## Your goal
Whenever a line of the entries below holds the string "lane", copy that line and return it.

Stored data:
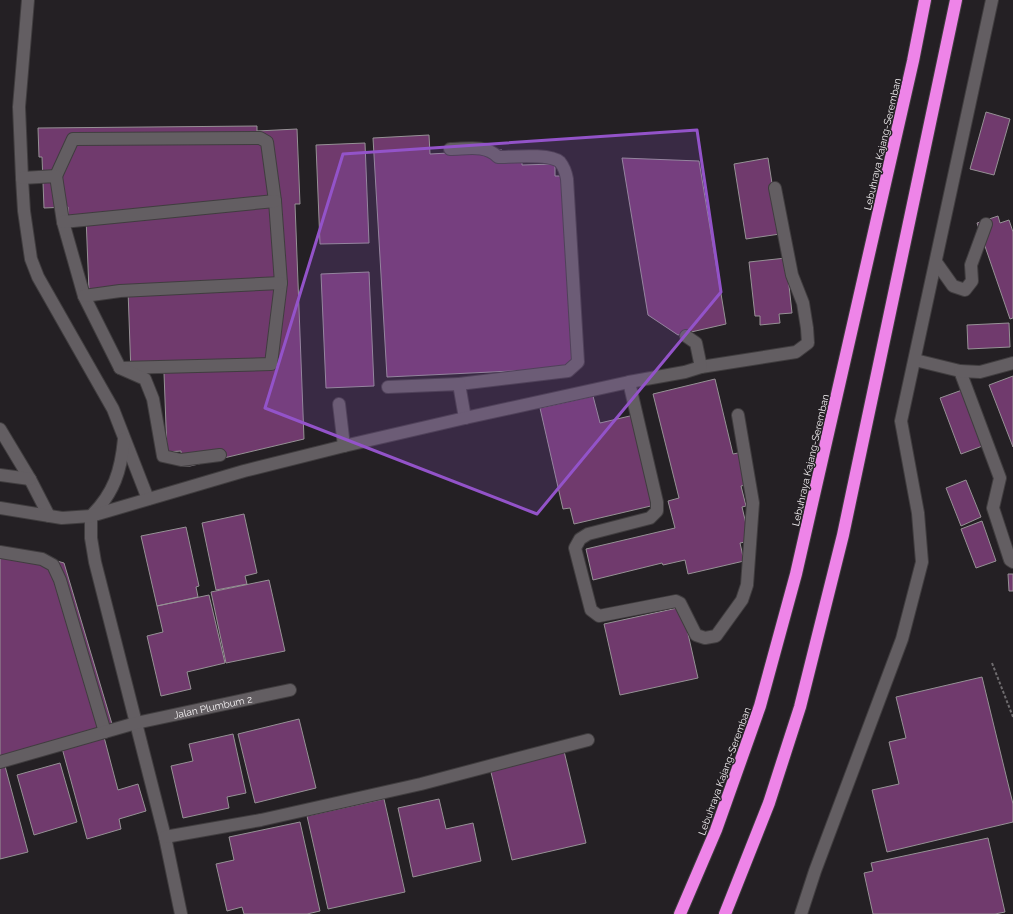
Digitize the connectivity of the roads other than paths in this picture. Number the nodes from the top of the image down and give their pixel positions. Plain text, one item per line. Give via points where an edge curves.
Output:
1 (28, 0) edge
2 (925, 0) edge
3 (956, 0) edge
4 (992, 0) edge
5 (450, 149) dead end
6 (56, 176) junction
7 (22, 178) junction
8 (775, 188) dead end
9 (275, 201) junction
10 (63, 222) junction
11 (986, 224) dead end
12 (936, 262) junction
13 (282, 283) junction
14 (84, 296) junction
15 (686, 336) dead end
16 (915, 360) junction
17 (1013, 363) edge
18 (120, 368) junction
19 (700, 368) junction
20 (960, 372) junction
21 (629, 382) junction
22 (459, 384) junction
23 (388, 387) dead end
24 (339, 404) dead end
25 (738, 415) dead end
26 (465, 418) junction
27 (0, 429) edge
28 (125, 437) junction
29 (344, 446) junction
30 (220, 455) dead end
31 (0, 475) edge
32 (30, 479) junction
33 (148, 499) junction
34 (0, 508) edge
35 (49, 516) junction
36 (91, 516) junction
37 (0, 552) edge
38 (1013, 562) edge
39 (290, 690) dead end
40 (136, 723) junction
41 (105, 732) junction
42 (588, 740) dead end
43 (0, 762) edge
44 (165, 837) junction
45 (181, 914) edge
46 (680, 914) edge
47 (725, 914) edge
48 (801, 914) edge

1 - 7 street via 20,107
2 - 46 highway, Lebuhraya Kajang-Seremban via 796,574 760,706 716,830
3 - 47 highway via 843,535 805,685 769,803
4 - 12 street
5 - 22 street via 484,148 492,150 498,157 550,157 559,162 565,170 578,362 568,371
6 - 7 street
6 - 9 street via 74,139 260,138 267,142
6 - 10 street
7 - 28 street via 31,259 38,276 113,409
8 - 19 street via 792,275 803,303 808,343 796,352
9 - 10 street
9 - 13 street
10 - 14 street
11 - 12 street via 972,265 972,281 965,290 953,286
12 - 16 street
13 - 14 street
13 - 18 street via 271,364
14 - 18 street
15 - 19 street via 696,343
16 - 20 street
16 - 48 street via 901,421 918,513 922,562 902,639 814,871
17 - 20 street via 980,372
18 - 30 street via 145,379 152,399 163,456 181,460
19 - 21 street
20 - 38 street via 1000,478 993,508 1010,560
21 - 25 street via 657,511 650,518 588,534 580,539 575,548 591,610 599,616 676,601 684,609 696,635 705,638 716,636 727,623 742,600 747,584 753,503
21 - 26 street
22 - 23 street
22 - 26 street
24 - 29 street
26 - 29 street
27 - 32 street
28 - 33 street
28 - 36 street via 122,460 114,482 104,502
29 - 33 street
31 - 32 street
32 - 35 street
33 - 36 street
34 - 35 street
35 - 36 street
36 - 40 street via 95,562
37 - 41 street via 42,559 53,565 60,580
39 - 40 street, Jalan Plumbum 2
40 - 41 street, Jalan Plumbum 2
40 - 44 street
41 - 43 street, Jalan Plumbum 2
42 - 44 street via 421,784 261,820
44 - 45 street

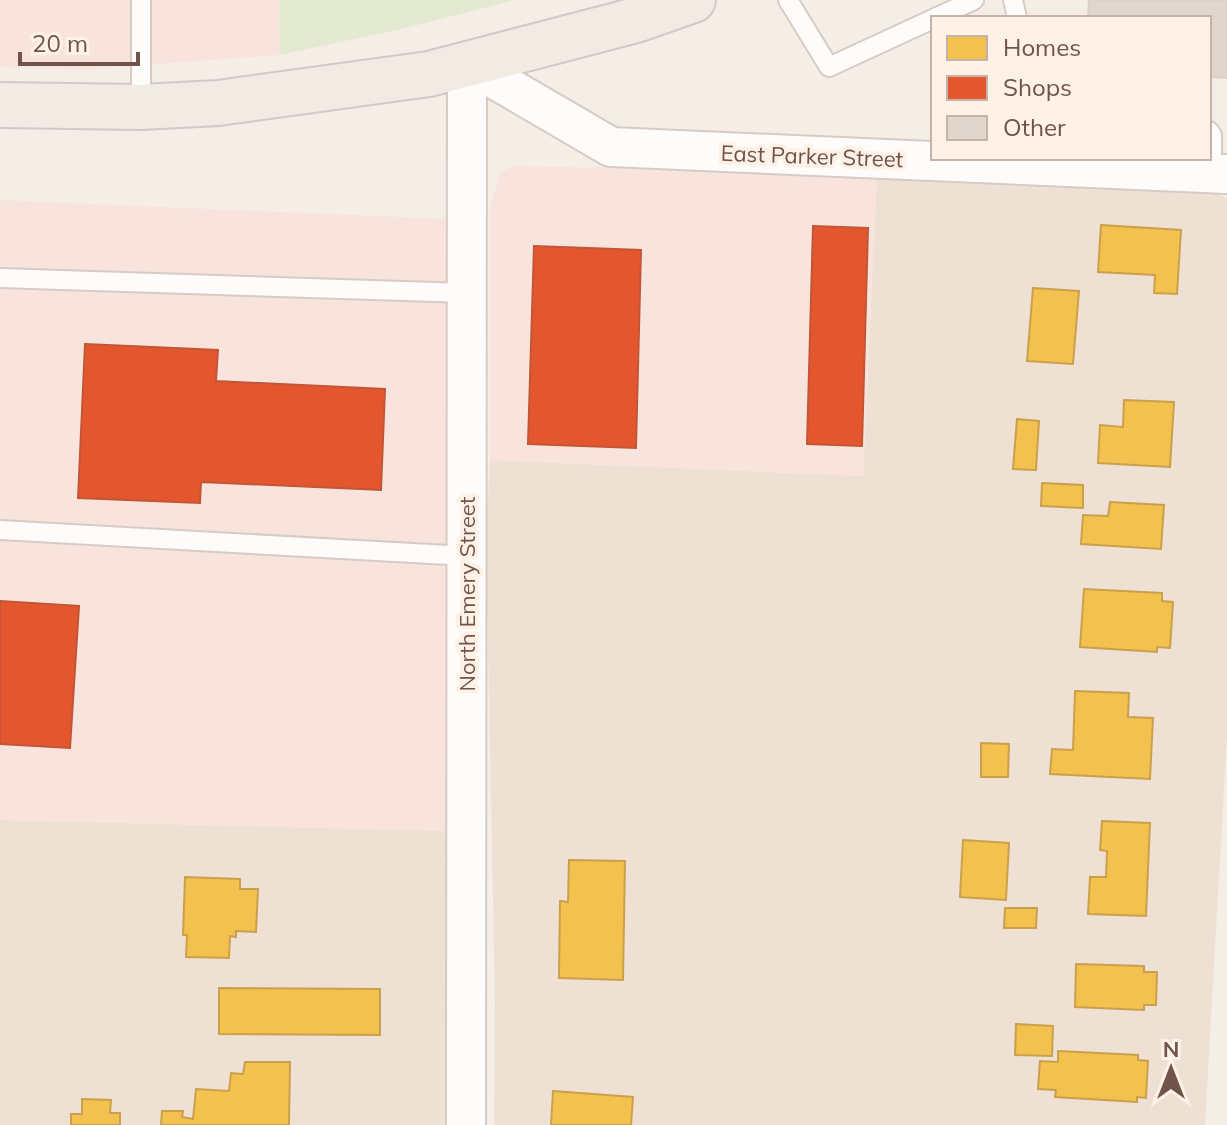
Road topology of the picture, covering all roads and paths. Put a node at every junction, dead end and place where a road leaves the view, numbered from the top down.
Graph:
1 (141, 0) edge
2 (693, 0) edge
3 (788, 0) edge
4 (974, 0) edge
5 (938, 16) edge
6 (931, 19) edge
7 (467, 63) junction
8 (0, 105) edge
9 (141, 107) junction
10 (1211, 134) edge
11 (931, 158) edge
12 (990, 160) edge
13 (1048, 162) edge
14 (1220, 174) edge
15 (0, 278) edge
16 (467, 293) junction
17 (0, 530) edge
18 (467, 556) junction
19 (466, 1125) edge

1 - 9 lane
2 - 7 main road
3 - 6 lane
4 - 5 lane
7 - 9 main road
7 - 11 street, East Parker Street
7 - 16 street, North Emery Street
8 - 9 main road
10 - 14 lane
12 - 13 street, East Parker Street
13 - 14 street, East Parker Street
15 - 16 lane
16 - 18 street, North Emery Street
17 - 18 lane
18 - 19 street, North Emery Street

## Response for this exercise
1 - 9 lane
3 - 6 lane
4 - 5 lane
10 - 14 lane
15 - 16 lane
17 - 18 lane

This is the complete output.